__WORK INSTRUCTION__. Whenever a picture appears, leave it out while repeating all the other data exactly.

-------- DATA EXCERPTS

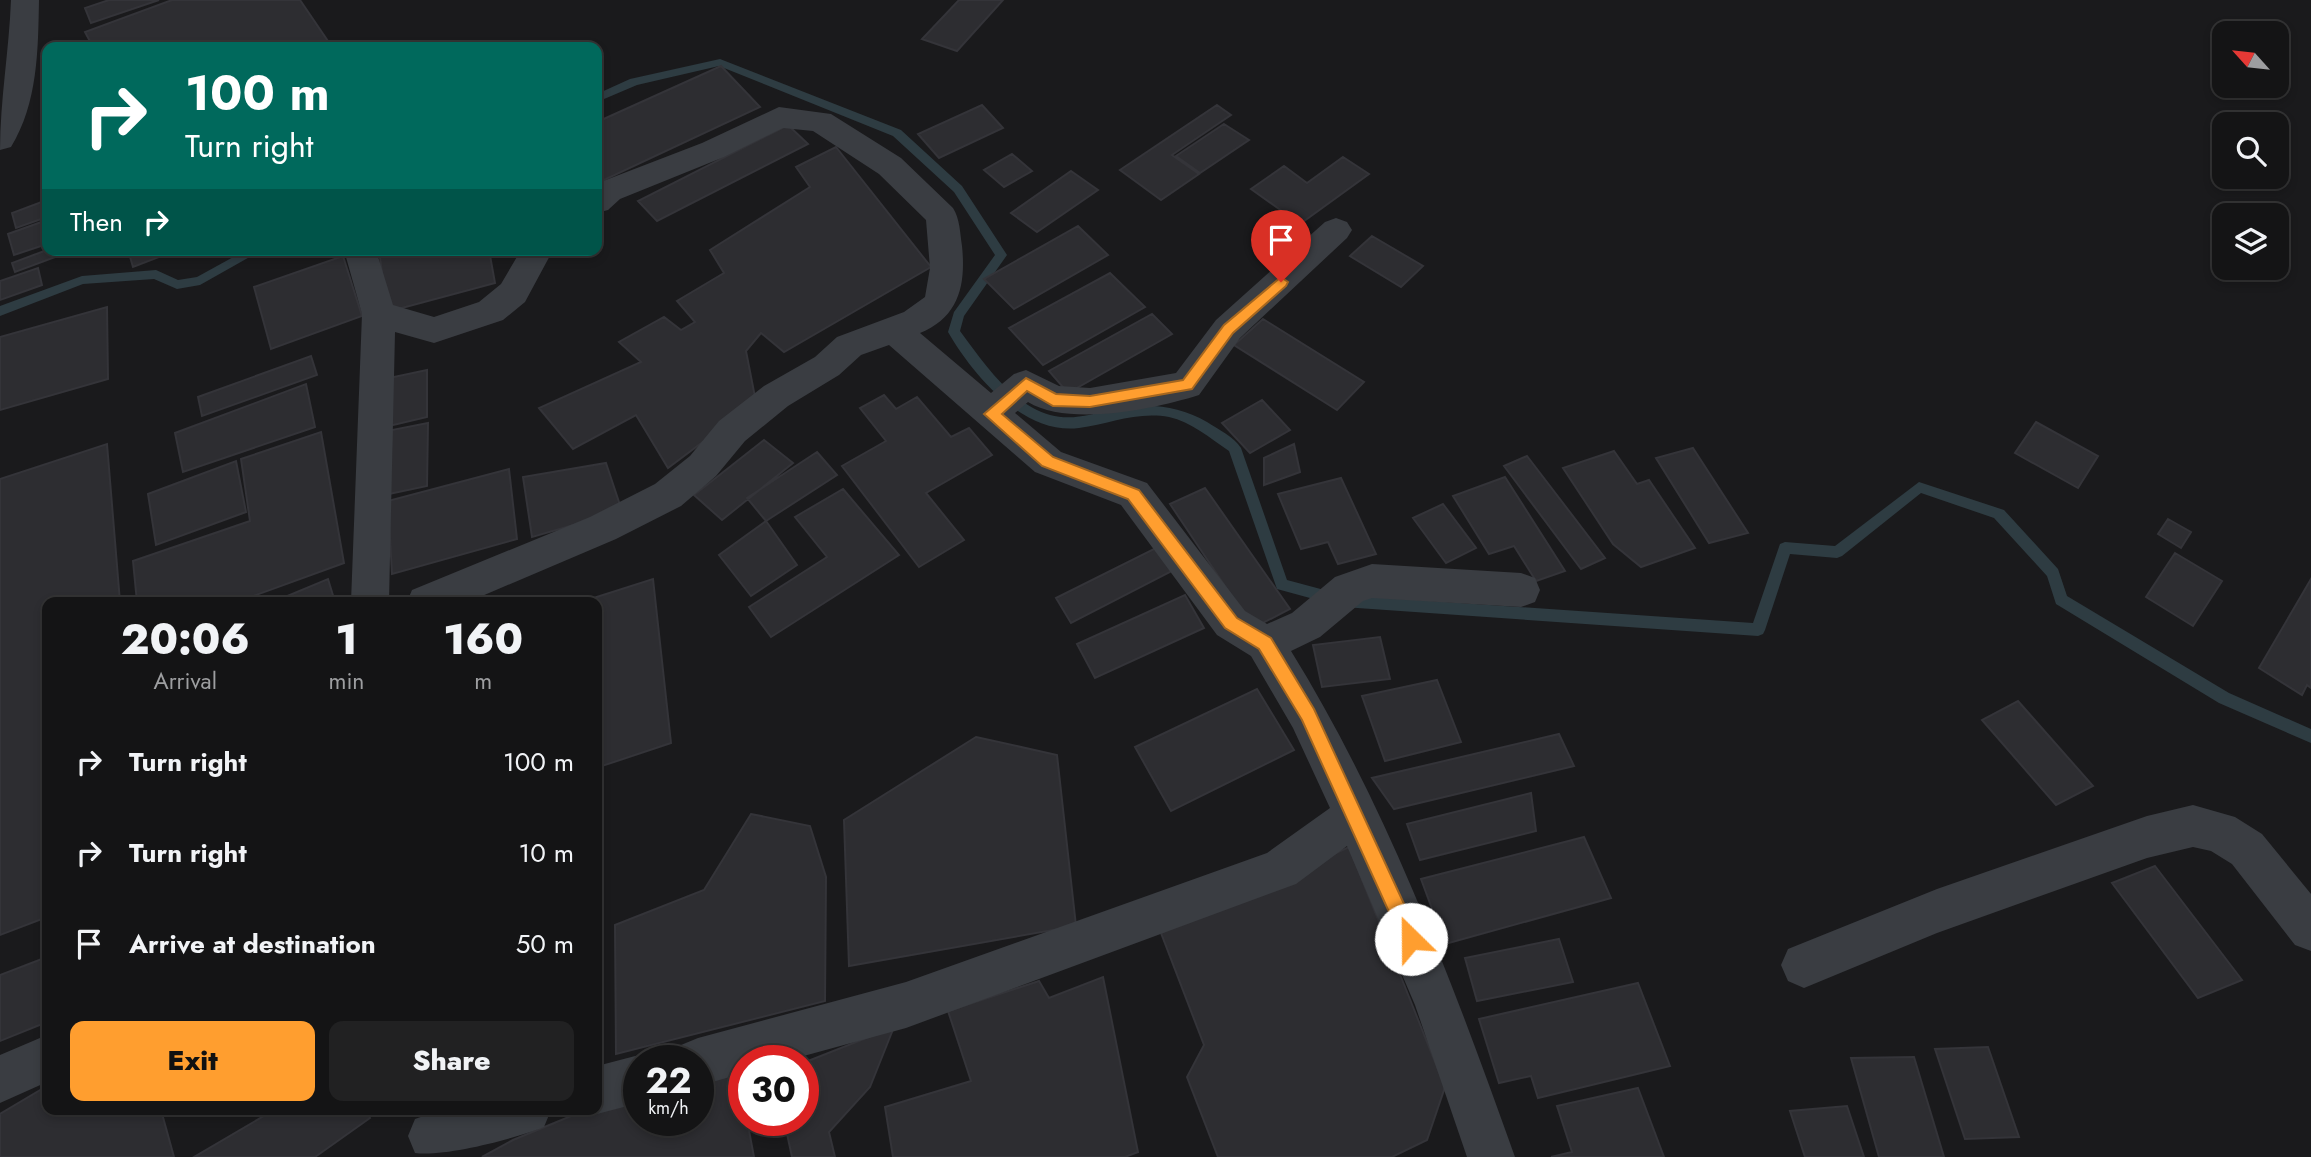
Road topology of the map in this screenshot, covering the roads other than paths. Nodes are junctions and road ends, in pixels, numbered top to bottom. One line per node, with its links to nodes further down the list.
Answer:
1 (25, 0): 2 (street)
2 (0, 140)
3 (602, 198): 8 (street)
4 (1336, 230): 9 (street)
5 (362, 256): 7 (street)
6 (534, 256): 7 (street)
7 (379, 314): 11 (street)
8 (894, 330): 9 (street); 12 (street)
9 (992, 414): 13 (street)
10 (1521, 590): 13 (street)
11 (370, 597)
12 (438, 597)
13 (1265, 643): 14 (street)
14 (1353, 816): 17 (street); 24 (street)
15 (2311, 929): 16 (street)
16 (1804, 965)
17 (714, 1058)
18 (42, 1060): 19 (street)
19 (0, 1079)
20 (623, 1083): 21 (street)
21 (602, 1089)
22 (507, 1115): 23 (street)
23 (431, 1134)
24 (1491, 1157)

----------------

__RESULT BELOW__.
Road topology of the map in this screenshot, covering the roads other than paths. Nodes are junctions and road ends, in pixels, numbered top to bottom. One line per node, with its links to nodes further down the list.
Answer:
1 (25, 0): 2 (street)
2 (0, 140)
3 (602, 198): 8 (street)
4 (1336, 230): 9 (street)
5 (362, 256): 7 (street)
6 (534, 256): 7 (street)
7 (379, 314): 11 (street)
8 (894, 330): 9 (street); 12 (street)
9 (992, 414): 13 (street)
10 (1521, 590): 13 (street)
11 (370, 597)
12 (438, 597)
13 (1265, 643): 14 (street)
14 (1353, 816): 17 (street); 24 (street)
15 (2311, 929): 16 (street)
16 (1804, 965)
17 (714, 1058)
18 (42, 1060): 19 (street)
19 (0, 1079)
20 (623, 1083): 21 (street)
21 (602, 1089)
22 (507, 1115): 23 (street)
23 (431, 1134)
24 (1491, 1157)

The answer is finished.